Sitcoms of yesteryear

Among the more popular premises for a sitcom is the fish out of water. Under this general rubric you will find many of the long-running shows of the last fifty years, often organized around the classic social situations: race, class, gender, and sexuality.

Race: The Jeffersons, which was an offshoot of one of the original fish-out-of-water scenes, the loosely veiled but still basically racial All in the Family, whose theme song (“guys like us we had it made… those were the days. … do you remember way back when, girls were girls and men were men… those were the days”) made it clear that Archie Bunker’s biggest problem was that he was a fish out of time — but of course for white folks to be out of time is always to be out of “race” as well. (If you have six minutes watch this amazing clip where Archie, late in the show’s run, takes on the KKK and calls himself “black”.) (Also in this category: Family Matters.)

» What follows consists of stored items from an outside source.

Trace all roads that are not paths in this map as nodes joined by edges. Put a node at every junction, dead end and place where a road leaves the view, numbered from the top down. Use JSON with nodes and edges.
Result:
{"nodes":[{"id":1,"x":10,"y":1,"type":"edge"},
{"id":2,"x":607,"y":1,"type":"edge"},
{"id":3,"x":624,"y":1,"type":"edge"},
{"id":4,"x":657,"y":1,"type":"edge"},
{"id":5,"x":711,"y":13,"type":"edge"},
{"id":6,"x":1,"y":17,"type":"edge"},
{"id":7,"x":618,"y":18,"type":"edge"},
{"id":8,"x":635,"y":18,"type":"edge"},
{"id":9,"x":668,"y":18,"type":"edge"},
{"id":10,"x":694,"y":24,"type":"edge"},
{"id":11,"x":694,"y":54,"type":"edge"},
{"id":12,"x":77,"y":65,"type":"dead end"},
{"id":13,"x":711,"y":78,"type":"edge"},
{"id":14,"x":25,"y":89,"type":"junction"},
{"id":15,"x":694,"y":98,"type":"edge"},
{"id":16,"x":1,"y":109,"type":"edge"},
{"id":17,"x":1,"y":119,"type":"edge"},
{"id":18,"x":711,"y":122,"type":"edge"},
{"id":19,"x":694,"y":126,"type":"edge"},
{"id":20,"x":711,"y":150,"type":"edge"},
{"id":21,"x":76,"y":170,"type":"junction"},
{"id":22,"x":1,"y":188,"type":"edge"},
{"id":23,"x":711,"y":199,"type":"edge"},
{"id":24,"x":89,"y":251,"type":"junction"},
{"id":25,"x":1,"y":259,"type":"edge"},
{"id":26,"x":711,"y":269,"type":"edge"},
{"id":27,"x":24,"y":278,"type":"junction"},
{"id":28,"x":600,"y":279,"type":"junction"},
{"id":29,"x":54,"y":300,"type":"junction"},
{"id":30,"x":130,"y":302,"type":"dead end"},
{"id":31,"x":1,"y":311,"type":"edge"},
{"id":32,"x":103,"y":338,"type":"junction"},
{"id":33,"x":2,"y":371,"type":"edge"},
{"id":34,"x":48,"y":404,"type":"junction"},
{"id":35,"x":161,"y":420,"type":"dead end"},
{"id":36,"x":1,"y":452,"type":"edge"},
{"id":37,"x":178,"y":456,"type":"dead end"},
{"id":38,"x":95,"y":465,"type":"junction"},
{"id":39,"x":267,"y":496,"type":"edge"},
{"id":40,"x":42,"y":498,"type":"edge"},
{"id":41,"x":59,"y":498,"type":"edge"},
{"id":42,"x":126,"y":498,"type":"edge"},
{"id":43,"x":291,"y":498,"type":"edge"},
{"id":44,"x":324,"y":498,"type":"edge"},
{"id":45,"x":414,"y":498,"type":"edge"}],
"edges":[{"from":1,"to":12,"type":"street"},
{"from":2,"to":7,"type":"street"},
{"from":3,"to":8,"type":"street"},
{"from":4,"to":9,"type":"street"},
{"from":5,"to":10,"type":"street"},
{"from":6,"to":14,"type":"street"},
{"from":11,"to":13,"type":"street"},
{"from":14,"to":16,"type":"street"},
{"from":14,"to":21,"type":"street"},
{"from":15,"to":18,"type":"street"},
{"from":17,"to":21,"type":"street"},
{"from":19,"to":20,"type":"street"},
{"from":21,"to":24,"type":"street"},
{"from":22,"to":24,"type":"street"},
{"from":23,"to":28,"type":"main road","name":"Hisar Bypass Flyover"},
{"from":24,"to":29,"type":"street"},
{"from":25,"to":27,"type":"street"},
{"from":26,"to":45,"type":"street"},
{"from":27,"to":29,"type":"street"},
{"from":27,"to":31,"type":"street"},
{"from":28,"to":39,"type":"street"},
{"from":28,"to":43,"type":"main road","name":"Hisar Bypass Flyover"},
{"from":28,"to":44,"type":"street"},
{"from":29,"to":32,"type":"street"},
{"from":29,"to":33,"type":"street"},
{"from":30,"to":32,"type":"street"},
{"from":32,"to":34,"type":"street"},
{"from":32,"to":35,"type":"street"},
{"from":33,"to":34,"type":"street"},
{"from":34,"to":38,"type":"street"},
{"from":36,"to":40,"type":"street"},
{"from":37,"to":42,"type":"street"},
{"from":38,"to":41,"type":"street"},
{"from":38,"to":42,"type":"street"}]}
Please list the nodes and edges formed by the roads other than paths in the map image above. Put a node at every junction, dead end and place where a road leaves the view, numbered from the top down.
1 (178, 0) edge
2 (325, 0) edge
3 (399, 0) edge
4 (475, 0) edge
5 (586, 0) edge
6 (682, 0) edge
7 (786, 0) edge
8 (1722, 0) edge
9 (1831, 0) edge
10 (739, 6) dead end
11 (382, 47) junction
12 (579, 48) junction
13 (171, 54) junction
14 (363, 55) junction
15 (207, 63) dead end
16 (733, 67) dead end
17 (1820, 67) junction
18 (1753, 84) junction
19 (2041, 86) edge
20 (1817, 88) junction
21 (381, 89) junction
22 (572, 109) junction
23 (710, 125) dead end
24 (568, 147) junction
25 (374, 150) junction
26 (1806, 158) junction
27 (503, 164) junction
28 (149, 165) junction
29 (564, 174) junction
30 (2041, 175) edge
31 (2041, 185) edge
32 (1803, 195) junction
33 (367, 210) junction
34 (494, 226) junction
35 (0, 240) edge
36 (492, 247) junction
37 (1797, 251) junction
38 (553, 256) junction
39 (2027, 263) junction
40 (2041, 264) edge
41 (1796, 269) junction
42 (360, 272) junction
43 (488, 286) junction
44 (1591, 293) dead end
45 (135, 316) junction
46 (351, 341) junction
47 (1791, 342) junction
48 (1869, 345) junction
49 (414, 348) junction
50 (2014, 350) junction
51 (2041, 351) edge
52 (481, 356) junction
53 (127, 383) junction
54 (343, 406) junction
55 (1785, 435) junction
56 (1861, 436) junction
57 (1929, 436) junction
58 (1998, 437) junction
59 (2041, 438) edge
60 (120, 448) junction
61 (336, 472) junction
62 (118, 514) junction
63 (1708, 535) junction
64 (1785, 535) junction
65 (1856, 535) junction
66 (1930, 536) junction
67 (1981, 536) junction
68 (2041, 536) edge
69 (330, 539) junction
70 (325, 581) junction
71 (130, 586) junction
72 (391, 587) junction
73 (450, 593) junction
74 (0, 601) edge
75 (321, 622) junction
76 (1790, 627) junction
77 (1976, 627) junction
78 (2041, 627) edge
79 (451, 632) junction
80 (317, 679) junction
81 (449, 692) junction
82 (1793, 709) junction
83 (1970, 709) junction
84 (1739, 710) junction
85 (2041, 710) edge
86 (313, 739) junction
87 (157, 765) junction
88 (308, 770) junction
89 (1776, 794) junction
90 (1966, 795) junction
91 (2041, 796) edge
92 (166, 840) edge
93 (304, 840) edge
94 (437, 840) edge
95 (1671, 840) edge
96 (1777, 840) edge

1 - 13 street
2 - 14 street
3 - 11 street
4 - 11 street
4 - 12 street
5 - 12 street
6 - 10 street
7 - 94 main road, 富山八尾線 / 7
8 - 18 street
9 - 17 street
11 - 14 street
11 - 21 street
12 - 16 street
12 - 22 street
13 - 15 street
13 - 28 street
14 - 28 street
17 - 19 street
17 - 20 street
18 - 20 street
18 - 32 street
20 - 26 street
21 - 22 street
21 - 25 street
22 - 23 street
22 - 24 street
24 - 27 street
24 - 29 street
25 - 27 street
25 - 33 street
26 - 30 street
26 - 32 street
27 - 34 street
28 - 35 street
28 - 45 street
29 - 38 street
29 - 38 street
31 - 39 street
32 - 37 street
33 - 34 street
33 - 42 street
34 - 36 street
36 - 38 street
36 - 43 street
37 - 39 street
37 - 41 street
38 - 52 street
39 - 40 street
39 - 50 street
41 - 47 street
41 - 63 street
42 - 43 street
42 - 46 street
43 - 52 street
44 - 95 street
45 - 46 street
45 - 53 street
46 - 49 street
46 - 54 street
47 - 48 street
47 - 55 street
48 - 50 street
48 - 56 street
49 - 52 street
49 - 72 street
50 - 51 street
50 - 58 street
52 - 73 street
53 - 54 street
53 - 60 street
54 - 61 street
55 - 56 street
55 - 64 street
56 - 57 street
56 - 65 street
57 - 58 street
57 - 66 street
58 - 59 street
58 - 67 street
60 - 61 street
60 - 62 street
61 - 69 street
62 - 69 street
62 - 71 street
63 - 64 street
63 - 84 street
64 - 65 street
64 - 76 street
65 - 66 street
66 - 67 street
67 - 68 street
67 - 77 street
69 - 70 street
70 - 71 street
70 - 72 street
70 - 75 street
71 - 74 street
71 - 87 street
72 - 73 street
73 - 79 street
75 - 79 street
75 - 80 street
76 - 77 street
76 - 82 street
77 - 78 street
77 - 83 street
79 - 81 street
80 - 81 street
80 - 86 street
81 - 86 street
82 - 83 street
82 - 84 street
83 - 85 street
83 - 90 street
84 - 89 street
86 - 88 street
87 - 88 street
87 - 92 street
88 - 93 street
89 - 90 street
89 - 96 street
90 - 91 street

Class: Two Broke Girls, The Fresh Prince of Bel Air (not Roseanne; I’m talking about sitcoms where the basic premise is that someone is out of joint);  Sexuality/Gender: Three’s Company comes to mind (but not Will & Grace). Something like Modern Family seems to be trying to wrap all of these up in a single package (which is interesting, because it has to produce wholeness out of that incongruous mix, but of course, that’s the point.)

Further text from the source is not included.